=== Begin Enclosure ===

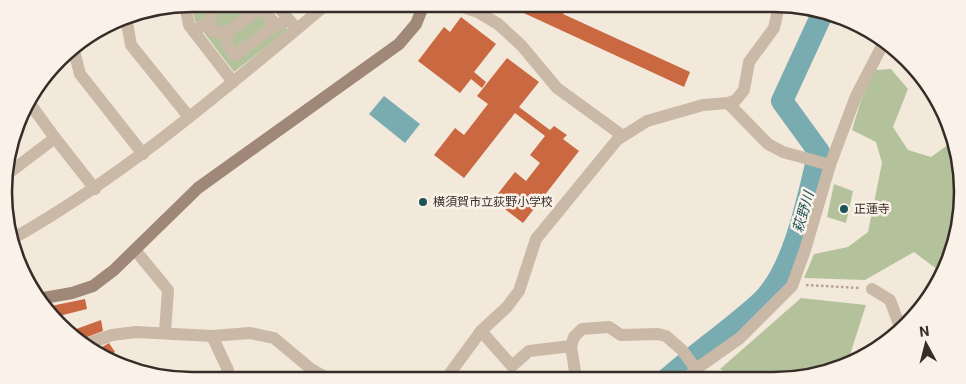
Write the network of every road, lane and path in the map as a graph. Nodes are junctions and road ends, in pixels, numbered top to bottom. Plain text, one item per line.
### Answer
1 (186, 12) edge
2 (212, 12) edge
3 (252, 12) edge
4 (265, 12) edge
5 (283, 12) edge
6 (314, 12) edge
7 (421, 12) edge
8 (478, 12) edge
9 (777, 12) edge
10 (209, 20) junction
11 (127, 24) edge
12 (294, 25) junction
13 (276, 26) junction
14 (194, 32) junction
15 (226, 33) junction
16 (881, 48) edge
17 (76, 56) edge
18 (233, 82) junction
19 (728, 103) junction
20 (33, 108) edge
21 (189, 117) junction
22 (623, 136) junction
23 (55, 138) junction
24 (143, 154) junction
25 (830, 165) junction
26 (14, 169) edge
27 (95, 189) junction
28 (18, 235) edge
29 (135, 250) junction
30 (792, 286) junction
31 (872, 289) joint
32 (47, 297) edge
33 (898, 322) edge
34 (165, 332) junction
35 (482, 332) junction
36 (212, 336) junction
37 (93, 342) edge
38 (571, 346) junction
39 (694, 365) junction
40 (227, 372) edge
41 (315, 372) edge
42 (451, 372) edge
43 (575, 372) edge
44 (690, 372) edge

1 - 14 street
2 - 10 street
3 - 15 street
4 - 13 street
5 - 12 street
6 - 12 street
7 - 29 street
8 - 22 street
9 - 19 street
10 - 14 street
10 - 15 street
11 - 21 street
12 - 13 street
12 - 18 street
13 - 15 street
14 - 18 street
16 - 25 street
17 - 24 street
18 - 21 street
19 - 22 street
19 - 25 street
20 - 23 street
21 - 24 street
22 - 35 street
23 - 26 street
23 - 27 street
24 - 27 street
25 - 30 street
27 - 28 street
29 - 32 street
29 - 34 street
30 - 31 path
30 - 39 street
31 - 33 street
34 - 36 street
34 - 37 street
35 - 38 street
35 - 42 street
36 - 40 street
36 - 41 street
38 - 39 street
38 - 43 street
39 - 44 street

=== End Enclosure ===
=== Begin Enclosure ===

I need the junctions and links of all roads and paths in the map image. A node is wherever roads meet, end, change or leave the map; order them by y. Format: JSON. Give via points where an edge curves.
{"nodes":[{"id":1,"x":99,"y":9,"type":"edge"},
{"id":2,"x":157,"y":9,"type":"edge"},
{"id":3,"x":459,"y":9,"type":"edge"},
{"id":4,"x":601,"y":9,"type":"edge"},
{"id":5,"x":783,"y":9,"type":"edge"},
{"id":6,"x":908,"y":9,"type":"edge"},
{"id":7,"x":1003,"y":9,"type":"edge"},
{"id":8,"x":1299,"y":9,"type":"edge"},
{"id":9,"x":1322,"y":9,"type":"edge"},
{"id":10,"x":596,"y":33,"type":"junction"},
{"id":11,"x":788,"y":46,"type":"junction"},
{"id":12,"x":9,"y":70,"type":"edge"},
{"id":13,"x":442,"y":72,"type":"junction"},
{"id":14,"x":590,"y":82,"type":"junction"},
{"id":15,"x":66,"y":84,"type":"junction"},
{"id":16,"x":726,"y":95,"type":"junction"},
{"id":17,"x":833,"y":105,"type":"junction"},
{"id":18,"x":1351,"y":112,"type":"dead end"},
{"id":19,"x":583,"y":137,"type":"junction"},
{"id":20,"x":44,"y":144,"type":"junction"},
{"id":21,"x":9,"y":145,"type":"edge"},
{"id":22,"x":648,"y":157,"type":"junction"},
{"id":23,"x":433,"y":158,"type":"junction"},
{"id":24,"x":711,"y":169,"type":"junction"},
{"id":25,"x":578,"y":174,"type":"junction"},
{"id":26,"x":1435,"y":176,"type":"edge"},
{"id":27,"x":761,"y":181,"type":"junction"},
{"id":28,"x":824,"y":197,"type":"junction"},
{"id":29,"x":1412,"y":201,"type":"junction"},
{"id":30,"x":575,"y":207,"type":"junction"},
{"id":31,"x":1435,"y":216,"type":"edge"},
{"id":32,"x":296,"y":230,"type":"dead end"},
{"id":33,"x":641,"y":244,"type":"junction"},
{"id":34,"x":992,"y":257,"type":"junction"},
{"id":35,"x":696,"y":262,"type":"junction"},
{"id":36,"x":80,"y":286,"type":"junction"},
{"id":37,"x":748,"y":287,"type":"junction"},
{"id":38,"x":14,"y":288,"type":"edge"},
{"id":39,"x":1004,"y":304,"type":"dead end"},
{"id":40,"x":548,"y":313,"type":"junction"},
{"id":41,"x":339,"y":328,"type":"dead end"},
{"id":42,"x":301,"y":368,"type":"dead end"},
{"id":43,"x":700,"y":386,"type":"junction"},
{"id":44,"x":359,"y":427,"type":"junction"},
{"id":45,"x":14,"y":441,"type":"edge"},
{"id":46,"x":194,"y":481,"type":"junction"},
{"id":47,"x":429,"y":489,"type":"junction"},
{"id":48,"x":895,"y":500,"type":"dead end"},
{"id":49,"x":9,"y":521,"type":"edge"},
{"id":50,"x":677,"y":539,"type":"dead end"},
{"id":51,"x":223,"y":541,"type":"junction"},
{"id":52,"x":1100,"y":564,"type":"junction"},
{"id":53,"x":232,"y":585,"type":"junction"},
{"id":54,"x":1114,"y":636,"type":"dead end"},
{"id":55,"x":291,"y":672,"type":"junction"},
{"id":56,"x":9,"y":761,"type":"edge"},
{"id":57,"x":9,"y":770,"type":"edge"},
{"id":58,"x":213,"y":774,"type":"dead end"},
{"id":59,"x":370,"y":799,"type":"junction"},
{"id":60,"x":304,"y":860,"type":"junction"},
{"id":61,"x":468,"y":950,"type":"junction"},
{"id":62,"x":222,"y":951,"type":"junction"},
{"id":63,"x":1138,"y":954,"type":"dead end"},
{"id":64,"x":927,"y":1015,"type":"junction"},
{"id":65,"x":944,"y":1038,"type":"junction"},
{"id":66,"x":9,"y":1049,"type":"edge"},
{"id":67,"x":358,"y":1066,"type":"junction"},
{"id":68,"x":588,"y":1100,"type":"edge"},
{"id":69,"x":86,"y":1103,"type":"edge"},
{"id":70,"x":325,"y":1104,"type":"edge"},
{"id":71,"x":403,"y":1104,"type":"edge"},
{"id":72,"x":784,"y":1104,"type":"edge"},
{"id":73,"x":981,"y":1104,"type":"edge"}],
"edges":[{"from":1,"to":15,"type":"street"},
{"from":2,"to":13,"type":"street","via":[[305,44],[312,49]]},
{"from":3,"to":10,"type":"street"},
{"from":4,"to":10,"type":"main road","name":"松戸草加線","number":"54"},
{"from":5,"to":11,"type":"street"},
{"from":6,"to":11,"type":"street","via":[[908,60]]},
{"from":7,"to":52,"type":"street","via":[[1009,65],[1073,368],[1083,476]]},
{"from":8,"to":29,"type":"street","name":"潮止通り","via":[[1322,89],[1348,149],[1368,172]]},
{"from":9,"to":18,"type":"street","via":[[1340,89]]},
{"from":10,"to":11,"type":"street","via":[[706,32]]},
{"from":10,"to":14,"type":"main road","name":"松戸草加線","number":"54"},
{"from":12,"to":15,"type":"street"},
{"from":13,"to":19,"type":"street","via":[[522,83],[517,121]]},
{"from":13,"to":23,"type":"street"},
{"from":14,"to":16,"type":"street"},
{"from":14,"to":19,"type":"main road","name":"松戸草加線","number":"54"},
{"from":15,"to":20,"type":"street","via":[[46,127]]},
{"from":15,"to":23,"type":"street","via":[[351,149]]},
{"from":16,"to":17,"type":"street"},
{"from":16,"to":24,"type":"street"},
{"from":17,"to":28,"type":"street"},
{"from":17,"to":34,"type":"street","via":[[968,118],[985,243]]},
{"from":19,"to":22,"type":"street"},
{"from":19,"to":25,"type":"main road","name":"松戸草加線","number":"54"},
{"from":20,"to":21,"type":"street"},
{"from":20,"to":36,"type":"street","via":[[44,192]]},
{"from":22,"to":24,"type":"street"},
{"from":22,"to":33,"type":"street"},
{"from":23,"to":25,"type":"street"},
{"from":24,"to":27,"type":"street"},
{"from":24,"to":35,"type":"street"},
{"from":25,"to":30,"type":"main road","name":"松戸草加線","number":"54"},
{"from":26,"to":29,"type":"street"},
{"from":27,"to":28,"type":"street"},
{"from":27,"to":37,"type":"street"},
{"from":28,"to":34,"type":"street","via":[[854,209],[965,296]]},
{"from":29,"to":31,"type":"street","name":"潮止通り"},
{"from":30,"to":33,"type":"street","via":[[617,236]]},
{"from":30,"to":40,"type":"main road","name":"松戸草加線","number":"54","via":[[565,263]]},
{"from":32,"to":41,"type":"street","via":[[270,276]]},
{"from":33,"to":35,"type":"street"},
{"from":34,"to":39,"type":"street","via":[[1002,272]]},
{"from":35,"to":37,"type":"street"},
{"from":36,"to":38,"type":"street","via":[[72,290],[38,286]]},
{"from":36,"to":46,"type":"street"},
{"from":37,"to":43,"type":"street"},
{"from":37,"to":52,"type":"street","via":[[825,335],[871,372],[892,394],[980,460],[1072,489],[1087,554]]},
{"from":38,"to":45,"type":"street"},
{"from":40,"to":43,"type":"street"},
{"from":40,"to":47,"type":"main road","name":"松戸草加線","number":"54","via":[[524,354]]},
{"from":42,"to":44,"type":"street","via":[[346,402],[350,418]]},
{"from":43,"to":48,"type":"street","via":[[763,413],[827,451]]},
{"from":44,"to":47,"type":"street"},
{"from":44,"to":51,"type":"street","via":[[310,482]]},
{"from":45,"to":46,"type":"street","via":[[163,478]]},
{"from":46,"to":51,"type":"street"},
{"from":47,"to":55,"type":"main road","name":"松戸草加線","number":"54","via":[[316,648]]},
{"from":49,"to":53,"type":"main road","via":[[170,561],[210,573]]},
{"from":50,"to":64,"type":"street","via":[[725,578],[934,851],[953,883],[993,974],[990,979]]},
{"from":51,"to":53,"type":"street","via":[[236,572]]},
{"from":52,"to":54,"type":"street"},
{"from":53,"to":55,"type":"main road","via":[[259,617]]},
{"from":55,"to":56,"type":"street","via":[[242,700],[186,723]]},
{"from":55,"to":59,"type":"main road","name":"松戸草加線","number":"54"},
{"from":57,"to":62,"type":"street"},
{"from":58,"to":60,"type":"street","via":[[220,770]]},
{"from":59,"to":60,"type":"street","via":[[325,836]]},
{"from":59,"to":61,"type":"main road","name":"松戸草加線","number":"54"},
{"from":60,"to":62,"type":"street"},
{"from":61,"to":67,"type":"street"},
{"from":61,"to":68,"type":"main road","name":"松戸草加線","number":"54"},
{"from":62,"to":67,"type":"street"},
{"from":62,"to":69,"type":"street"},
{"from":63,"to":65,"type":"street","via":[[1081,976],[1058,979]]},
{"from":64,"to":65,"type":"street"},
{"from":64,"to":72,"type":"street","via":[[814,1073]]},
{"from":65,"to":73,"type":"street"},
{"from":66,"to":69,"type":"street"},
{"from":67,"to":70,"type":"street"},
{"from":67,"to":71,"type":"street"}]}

=== End Enclosure ===

From the material above, copy every line that has the word "dead" in it.

_Task answer_.
{"id":18,"x":1351,"y":112,"type":"dead end"},
{"id":32,"x":296,"y":230,"type":"dead end"},
{"id":39,"x":1004,"y":304,"type":"dead end"},
{"id":41,"x":339,"y":328,"type":"dead end"},
{"id":42,"x":301,"y":368,"type":"dead end"},
{"id":48,"x":895,"y":500,"type":"dead end"},
{"id":50,"x":677,"y":539,"type":"dead end"},
{"id":54,"x":1114,"y":636,"type":"dead end"},
{"id":58,"x":213,"y":774,"type":"dead end"},
{"id":63,"x":1138,"y":954,"type":"dead end"},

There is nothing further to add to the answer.